Especially since the 1970s, scholars and policy makers recognized that,
because they comprised barely five percent of the nation's prison population,
women were the "forgotten offenders." Influenced by feminist scholars, a
combination of civil rights activists and prison reformers advocated
establishing parity between male and female prisoners by eliminating
gender-based prison policies and treating both men and women identically. To
some extent, this has occured in the past two decades, and gender differences
have been levelled such that policies are generally created and applied
identically across the board. However, this may not be sufficient, because
policy parity does not necesarily translate into equality of treatment,
especially when policies continue to be driven by the control imperatives of
males.
Parity denotes gender-neutral quantitative sameness or parallel standards
of equivalence without consideration for mediating factors. The underlying
assumption, quite reasonable on its surface, was grounded in the belief that, by
eliminating gender differences and applying policies identically across the
board, women would begin receiving resources on a par with men, and their prison
experiences would be less restrictive.
Equality, by contrast, is a qualitative concept suggesting non-parallel
equivalence. Attempts over the past three decades to improve the conditions of
women's prisons and provide resources and amenities on a par with men has either
stressed parity as a way of subverting gender-based assymetry and establishing
identical standards, or de-emphasized the distinction between parity and
equality. In the outside world, the "lens of gender" creates a male-centered
set of images in which men's experiences are taken as axiomatic and superimposed
on women as an organizing principle that forges a cultural connection between
sex and other aspects of human existence (Bem, 1992: 2). As in the outside
world, this translates into prison policies in which special needs of men are
considered axiomatic, and women's special needs are either treated as special
cases of left unmet (Bem, 1992: 183).
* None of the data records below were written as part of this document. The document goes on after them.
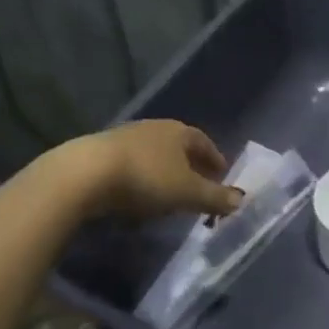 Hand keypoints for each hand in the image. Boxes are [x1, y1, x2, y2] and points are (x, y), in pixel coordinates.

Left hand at [84, 120, 241, 219]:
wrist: (86, 173)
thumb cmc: (146, 178)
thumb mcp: (187, 192)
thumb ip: (214, 197)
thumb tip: (242, 200)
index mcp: (178, 131)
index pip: (203, 141)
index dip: (214, 158)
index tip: (222, 174)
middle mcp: (154, 128)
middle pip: (178, 146)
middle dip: (190, 165)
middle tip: (198, 185)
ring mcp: (125, 137)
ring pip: (153, 154)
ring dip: (164, 172)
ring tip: (169, 194)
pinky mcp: (102, 153)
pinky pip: (131, 165)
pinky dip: (141, 178)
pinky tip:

As a consequence, treating male and
female prisoners identically has not resolved gender disparity, and in some ways
has increased it. This requires a closer look at how women's unique pre-prison,
prison, and post-prison experiences should become part of policy formation.
An single example from Illinois prisons illustrates the difference between
gender parity and equality. In 1999, the Department of Corrections implemented a
policy in which prisoners were prohibited from wearing street clothes; they
could wear only apparel issued by the prison or purchased from the prison
commisary. At the same time, a second policy specified that all prisoners'
property must fit in two small boxes. The first, a "property box" slightly
bigger than a military footlocker, holds clothes, commissary items, and other
personal belongings. The second, a "correspondence box" about the size of a
small personal computer, is restricted to papers, letters, and pictures. Books
may be kept in either box. The only property exempt from property box storage
includes authorized electronic items, such as radios, televisions, typewriters,
or fans. The policy was initially imposed on male prisoners, but concerns about
complaints from men and potential equal protection litigation contributed to
identical application of the policy to women. However, women's additional
sex-based property, such as undergarments, cosmetics, and feminine hygiene needs
exceed those of men, leaving them with more items to store in identical space.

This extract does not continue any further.